[Provided records]:
========================================================================

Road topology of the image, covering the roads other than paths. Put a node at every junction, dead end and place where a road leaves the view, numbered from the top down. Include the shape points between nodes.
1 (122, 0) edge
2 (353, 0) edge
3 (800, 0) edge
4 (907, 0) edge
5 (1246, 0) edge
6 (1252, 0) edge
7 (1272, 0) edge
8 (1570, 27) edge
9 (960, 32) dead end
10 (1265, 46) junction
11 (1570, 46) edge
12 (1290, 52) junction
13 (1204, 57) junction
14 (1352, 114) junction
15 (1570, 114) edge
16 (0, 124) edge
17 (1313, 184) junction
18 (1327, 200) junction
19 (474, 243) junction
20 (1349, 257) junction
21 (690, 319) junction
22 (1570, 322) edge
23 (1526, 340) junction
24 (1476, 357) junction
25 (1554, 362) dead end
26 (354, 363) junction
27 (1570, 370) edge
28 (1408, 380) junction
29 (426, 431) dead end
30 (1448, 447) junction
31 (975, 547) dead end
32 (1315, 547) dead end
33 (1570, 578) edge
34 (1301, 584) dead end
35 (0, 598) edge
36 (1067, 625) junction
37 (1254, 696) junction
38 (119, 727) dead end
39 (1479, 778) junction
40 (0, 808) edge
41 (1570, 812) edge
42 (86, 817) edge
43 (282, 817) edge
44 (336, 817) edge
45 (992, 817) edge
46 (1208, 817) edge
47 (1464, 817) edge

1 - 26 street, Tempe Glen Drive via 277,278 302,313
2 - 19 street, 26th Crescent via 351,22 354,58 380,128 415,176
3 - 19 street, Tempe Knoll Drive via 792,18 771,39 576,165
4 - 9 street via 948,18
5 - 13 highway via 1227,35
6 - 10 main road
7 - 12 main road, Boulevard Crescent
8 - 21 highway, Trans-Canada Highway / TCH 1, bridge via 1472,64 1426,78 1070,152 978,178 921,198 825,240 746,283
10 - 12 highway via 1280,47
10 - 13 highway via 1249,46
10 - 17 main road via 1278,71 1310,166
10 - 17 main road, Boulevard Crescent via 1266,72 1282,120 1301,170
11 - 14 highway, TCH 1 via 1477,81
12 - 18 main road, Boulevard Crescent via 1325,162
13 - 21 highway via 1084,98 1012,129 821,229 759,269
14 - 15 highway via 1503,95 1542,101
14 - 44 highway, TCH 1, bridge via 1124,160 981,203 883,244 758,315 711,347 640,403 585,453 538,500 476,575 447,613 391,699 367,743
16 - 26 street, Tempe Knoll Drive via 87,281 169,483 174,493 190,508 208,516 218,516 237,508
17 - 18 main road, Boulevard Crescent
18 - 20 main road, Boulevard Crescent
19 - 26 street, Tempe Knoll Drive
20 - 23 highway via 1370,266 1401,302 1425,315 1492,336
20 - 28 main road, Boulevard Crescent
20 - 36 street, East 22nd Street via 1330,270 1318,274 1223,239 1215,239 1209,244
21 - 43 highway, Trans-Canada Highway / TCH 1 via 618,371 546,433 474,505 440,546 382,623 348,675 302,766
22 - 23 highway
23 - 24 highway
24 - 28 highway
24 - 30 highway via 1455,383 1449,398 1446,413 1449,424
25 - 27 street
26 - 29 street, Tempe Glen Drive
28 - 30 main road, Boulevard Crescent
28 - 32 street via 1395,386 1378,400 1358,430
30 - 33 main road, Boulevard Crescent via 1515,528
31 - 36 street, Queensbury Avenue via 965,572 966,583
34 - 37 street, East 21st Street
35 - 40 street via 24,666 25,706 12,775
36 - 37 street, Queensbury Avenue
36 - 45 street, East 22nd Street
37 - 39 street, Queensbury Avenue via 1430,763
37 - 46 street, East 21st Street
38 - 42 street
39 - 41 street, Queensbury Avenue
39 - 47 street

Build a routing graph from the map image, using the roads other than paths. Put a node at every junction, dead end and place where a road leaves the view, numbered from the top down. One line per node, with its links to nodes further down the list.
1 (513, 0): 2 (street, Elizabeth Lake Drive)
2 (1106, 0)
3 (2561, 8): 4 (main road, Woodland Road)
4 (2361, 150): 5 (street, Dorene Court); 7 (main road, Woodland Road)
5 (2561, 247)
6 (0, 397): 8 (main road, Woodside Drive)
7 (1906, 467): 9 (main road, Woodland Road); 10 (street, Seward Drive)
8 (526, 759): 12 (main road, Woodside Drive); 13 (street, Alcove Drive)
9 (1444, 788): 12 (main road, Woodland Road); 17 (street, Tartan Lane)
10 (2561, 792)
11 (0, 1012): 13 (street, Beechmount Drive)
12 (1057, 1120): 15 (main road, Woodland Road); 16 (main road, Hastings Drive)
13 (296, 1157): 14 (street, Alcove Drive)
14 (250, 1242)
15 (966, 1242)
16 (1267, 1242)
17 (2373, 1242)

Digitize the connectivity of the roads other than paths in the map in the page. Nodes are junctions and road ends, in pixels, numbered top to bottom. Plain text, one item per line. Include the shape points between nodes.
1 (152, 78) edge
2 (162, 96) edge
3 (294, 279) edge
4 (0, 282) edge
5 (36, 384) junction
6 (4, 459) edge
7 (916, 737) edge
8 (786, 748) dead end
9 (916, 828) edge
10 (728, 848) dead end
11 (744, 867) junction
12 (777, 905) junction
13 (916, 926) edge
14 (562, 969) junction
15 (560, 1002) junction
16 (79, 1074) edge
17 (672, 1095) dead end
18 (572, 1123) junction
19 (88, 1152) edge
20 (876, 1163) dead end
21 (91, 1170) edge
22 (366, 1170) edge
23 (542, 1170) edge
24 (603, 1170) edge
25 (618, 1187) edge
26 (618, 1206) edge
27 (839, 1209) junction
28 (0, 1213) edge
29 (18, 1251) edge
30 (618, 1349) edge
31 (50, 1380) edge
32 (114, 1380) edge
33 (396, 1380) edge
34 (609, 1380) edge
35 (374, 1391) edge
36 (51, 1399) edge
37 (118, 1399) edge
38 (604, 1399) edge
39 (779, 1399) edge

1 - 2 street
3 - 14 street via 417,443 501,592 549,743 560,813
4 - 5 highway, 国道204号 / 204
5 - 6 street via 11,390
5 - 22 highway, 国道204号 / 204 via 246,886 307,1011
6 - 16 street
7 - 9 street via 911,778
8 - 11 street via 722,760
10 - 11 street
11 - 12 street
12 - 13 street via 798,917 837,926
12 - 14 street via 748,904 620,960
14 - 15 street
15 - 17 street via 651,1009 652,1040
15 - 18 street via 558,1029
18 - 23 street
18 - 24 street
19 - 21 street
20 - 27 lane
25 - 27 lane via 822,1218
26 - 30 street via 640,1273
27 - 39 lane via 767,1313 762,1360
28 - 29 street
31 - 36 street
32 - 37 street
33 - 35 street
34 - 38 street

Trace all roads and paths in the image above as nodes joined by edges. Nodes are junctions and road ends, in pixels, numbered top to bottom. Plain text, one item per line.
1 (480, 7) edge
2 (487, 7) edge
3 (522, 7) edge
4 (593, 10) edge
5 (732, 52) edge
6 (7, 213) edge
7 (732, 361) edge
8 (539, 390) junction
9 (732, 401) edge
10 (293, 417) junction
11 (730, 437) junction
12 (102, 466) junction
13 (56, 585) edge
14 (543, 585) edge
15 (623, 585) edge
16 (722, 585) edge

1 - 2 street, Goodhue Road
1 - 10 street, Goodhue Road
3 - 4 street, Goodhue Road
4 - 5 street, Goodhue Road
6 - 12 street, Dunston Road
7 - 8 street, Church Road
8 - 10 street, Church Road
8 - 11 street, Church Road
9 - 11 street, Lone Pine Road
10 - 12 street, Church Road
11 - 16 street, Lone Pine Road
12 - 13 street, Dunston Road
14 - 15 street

========================================================================

[Problem]:
Each line containing the word "Tempe" needs to be copied from the data above.

[Result of the exercise]:
1 - 26 street, Tempe Glen Drive via 277,278 302,313
3 - 19 street, Tempe Knoll Drive via 792,18 771,39 576,165
16 - 26 street, Tempe Knoll Drive via 87,281 169,483 174,493 190,508 208,516 218,516 237,508
19 - 26 street, Tempe Knoll Drive
26 - 29 street, Tempe Glen Drive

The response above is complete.